How to complete this task:
Look through the data below, tally the lines where "провулок" occurs, and write the total alone.

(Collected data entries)
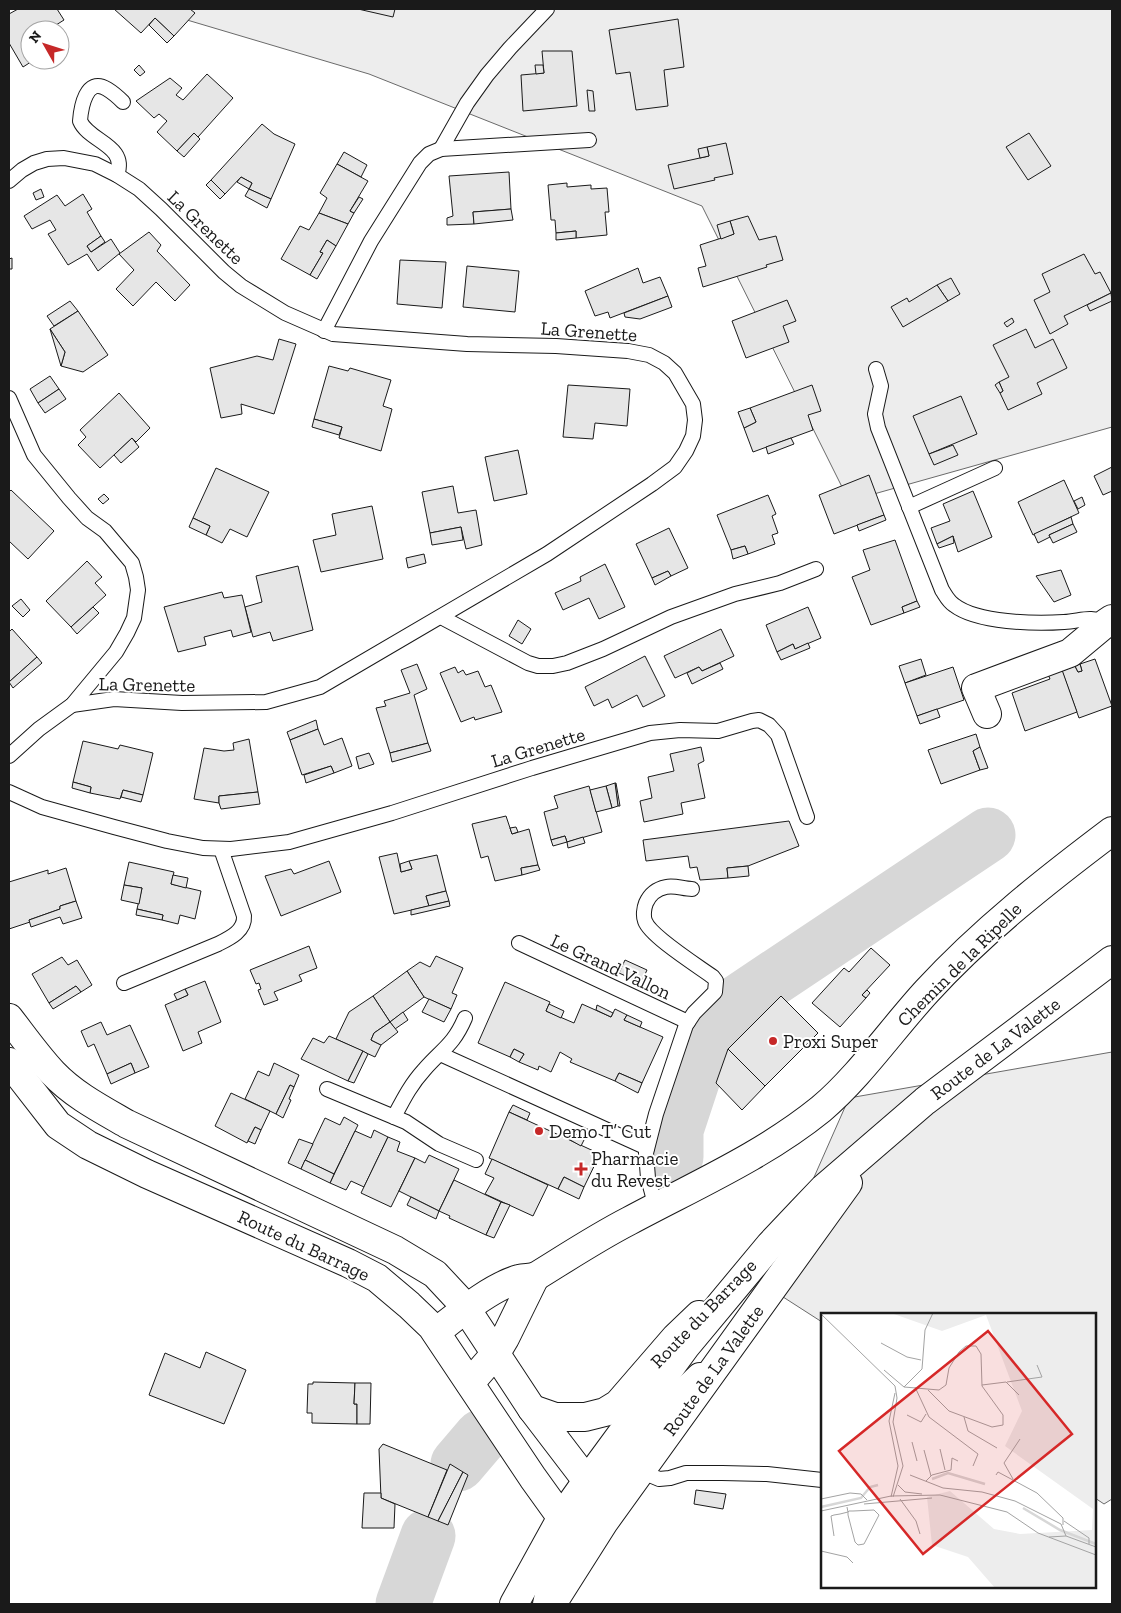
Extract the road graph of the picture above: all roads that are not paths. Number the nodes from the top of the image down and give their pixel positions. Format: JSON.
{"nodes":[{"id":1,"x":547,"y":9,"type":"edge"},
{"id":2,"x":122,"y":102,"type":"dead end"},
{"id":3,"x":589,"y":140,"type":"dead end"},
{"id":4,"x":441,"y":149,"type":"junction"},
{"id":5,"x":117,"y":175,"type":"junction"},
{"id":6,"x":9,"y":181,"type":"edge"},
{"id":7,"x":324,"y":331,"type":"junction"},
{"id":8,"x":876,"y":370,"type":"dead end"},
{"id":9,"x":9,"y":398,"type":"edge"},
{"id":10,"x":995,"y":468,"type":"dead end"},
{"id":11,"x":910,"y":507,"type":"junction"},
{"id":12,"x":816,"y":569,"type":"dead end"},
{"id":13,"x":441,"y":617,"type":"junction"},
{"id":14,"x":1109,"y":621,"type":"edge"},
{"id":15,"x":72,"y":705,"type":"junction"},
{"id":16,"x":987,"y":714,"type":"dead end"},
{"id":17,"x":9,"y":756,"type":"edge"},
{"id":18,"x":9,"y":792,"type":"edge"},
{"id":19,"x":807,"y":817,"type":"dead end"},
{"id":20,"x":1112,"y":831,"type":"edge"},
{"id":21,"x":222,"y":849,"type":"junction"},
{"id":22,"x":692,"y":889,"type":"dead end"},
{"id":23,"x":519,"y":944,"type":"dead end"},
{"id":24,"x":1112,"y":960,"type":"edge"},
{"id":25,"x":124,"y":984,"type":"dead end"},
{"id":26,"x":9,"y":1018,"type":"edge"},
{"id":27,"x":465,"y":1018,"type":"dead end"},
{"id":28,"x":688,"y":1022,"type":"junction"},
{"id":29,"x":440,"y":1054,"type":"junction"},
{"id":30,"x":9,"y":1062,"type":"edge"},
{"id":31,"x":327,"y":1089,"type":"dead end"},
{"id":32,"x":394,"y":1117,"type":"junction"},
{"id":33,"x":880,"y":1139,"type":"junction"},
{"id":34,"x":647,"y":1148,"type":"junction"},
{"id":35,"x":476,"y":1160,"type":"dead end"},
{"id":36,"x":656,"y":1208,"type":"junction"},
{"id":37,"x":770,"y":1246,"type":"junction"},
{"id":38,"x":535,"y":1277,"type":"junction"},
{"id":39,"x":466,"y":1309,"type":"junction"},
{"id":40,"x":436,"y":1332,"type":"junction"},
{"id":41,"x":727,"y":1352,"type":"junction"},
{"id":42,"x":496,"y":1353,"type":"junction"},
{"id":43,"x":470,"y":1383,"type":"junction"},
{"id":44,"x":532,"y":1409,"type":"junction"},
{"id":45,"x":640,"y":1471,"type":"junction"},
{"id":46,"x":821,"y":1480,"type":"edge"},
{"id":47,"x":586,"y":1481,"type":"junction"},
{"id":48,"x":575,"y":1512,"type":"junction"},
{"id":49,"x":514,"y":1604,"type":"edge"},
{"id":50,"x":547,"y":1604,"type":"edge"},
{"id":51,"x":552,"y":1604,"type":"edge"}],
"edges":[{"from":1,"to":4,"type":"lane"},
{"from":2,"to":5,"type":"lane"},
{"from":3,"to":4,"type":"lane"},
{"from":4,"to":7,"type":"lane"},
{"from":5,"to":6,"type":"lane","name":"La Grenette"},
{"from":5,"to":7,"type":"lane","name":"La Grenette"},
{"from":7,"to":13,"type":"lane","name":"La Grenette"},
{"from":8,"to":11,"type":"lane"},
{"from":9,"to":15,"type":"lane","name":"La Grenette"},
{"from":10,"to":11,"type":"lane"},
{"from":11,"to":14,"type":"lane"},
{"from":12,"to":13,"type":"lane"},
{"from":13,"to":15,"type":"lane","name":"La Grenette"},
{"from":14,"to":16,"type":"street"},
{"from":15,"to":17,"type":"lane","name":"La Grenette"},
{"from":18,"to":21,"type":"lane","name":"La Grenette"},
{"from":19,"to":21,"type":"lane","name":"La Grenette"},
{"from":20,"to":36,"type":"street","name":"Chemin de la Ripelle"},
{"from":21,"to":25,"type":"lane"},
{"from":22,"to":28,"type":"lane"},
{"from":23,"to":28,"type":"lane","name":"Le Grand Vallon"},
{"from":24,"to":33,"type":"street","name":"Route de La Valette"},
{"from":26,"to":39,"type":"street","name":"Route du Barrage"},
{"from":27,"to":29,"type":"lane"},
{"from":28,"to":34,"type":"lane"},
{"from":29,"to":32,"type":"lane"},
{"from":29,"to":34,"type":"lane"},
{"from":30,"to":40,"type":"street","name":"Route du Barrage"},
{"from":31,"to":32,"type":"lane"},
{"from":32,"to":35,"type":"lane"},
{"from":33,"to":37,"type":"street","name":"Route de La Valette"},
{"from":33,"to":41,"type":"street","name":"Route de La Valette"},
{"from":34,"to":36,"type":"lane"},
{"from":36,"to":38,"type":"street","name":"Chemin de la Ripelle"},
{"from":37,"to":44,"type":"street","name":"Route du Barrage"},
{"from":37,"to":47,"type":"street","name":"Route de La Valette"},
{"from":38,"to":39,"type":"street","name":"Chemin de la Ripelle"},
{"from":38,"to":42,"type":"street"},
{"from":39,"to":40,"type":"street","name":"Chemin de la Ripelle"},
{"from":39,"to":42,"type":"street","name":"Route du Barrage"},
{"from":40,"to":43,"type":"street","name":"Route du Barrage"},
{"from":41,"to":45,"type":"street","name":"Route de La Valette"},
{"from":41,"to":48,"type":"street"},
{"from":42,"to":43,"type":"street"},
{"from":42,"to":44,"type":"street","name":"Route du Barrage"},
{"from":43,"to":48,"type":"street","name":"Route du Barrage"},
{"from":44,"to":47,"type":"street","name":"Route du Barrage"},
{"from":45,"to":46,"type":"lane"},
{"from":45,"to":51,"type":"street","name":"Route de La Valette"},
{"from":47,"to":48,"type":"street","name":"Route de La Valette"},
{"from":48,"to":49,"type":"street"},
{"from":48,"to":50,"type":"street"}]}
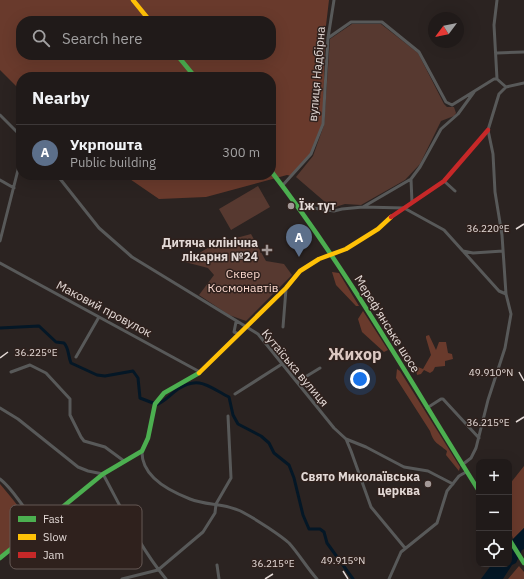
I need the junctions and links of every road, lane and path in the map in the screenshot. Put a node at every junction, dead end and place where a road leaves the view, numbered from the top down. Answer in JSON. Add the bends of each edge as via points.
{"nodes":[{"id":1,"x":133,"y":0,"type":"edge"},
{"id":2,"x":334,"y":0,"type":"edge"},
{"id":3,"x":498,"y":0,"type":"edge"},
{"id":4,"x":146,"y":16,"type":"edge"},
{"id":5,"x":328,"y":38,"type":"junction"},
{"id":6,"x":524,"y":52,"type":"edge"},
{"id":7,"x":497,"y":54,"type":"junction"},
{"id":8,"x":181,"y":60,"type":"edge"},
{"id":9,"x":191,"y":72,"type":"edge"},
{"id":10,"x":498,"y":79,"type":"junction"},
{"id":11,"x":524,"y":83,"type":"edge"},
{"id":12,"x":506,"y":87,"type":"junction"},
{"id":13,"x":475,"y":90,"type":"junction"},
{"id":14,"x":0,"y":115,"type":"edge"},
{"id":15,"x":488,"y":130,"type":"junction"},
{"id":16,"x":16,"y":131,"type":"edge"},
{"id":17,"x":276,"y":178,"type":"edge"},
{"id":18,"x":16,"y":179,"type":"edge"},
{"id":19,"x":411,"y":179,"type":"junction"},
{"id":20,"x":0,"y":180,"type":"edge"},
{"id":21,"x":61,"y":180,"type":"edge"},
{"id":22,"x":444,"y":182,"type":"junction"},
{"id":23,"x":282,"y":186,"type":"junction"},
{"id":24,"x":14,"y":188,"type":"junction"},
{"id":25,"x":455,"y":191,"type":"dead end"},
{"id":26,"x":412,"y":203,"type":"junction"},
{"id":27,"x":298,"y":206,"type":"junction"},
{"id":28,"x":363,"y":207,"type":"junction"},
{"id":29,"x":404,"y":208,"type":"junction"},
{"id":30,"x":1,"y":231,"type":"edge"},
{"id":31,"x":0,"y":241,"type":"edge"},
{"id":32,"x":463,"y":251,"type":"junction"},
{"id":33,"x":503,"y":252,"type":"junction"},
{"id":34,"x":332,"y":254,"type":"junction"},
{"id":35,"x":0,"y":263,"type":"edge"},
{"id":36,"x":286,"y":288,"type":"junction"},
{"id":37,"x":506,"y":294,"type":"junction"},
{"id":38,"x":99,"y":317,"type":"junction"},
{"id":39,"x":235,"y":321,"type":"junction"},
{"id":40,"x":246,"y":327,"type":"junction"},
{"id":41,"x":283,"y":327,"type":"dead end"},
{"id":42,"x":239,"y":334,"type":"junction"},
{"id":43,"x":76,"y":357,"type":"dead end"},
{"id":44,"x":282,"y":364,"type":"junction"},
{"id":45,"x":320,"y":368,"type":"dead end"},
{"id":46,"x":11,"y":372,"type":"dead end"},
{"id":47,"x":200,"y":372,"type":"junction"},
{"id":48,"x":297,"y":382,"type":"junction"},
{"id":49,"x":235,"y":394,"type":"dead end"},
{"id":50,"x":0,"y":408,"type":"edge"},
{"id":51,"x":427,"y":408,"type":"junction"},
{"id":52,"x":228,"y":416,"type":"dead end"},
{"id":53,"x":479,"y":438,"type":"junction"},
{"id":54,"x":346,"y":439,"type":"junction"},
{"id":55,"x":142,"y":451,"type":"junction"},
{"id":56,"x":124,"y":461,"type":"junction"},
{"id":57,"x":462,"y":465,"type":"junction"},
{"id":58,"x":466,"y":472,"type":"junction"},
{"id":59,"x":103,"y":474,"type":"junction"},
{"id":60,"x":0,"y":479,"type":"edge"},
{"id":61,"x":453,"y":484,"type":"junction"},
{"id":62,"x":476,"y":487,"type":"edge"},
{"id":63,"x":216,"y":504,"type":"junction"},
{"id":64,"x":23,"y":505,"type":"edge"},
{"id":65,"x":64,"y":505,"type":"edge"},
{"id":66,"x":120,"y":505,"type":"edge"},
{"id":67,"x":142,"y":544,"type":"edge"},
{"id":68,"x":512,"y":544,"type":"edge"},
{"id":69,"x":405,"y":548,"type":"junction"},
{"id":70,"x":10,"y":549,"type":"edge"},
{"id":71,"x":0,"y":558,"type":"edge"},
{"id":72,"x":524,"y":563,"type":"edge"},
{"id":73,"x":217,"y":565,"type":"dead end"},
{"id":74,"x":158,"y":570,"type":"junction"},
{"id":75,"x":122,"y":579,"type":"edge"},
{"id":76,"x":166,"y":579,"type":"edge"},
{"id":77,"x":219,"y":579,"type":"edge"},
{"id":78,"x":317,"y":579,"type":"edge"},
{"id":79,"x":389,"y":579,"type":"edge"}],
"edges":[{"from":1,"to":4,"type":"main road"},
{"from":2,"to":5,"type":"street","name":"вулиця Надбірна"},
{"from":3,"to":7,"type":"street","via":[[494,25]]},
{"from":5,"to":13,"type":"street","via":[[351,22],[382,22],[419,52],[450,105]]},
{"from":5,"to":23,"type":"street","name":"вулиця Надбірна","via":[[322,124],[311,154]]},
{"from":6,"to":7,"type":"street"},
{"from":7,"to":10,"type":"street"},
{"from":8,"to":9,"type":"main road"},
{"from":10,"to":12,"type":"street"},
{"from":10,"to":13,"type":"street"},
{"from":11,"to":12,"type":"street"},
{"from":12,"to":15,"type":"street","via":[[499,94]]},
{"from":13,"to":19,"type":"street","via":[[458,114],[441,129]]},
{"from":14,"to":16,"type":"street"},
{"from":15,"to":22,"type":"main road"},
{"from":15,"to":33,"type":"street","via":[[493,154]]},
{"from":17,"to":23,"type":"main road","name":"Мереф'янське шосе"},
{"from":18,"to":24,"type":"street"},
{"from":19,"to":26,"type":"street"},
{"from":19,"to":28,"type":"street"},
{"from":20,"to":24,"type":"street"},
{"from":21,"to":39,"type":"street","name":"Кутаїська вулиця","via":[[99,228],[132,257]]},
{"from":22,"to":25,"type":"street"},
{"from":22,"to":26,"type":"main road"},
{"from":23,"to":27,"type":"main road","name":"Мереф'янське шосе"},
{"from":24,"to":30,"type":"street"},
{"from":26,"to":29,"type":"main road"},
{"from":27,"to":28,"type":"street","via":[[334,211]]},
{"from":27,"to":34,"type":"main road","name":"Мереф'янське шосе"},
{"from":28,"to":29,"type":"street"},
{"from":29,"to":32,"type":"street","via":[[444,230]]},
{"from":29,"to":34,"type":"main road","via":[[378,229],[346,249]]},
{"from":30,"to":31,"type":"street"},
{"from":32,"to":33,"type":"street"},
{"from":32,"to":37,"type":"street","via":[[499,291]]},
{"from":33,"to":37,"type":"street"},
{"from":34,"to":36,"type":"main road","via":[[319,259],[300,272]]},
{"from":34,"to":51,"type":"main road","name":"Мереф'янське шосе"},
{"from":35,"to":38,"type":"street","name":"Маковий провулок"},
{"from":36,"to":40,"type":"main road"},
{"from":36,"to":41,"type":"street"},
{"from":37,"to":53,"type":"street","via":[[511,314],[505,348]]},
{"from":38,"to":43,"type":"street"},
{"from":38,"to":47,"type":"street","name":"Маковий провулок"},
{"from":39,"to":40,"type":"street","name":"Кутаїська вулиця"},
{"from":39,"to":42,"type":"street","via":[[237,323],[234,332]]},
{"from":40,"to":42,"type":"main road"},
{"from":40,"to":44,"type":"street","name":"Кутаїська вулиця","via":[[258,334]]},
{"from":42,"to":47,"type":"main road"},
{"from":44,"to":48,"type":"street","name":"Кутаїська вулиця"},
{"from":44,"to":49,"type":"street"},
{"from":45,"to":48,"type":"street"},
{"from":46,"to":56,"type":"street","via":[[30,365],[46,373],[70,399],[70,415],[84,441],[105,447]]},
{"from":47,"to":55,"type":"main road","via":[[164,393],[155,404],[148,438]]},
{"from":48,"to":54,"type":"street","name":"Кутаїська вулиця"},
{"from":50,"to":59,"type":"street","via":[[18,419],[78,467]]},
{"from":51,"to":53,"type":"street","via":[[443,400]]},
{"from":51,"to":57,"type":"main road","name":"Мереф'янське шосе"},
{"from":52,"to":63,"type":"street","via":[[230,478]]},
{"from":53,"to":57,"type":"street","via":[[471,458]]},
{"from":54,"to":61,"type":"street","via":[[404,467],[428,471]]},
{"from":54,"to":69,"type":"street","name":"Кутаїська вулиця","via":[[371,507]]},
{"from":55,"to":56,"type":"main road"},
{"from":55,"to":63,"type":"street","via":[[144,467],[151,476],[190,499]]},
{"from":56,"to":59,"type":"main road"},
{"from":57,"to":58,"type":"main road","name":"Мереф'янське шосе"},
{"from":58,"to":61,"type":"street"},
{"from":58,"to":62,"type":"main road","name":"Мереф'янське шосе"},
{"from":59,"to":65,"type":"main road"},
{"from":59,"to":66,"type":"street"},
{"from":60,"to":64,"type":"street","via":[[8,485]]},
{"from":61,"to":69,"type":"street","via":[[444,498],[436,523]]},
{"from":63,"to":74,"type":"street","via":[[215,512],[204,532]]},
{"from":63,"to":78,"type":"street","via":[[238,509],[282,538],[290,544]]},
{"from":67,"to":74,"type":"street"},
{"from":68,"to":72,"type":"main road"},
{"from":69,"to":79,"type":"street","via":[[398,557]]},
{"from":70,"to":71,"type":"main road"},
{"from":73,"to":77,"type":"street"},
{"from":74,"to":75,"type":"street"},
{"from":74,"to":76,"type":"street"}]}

Response:
2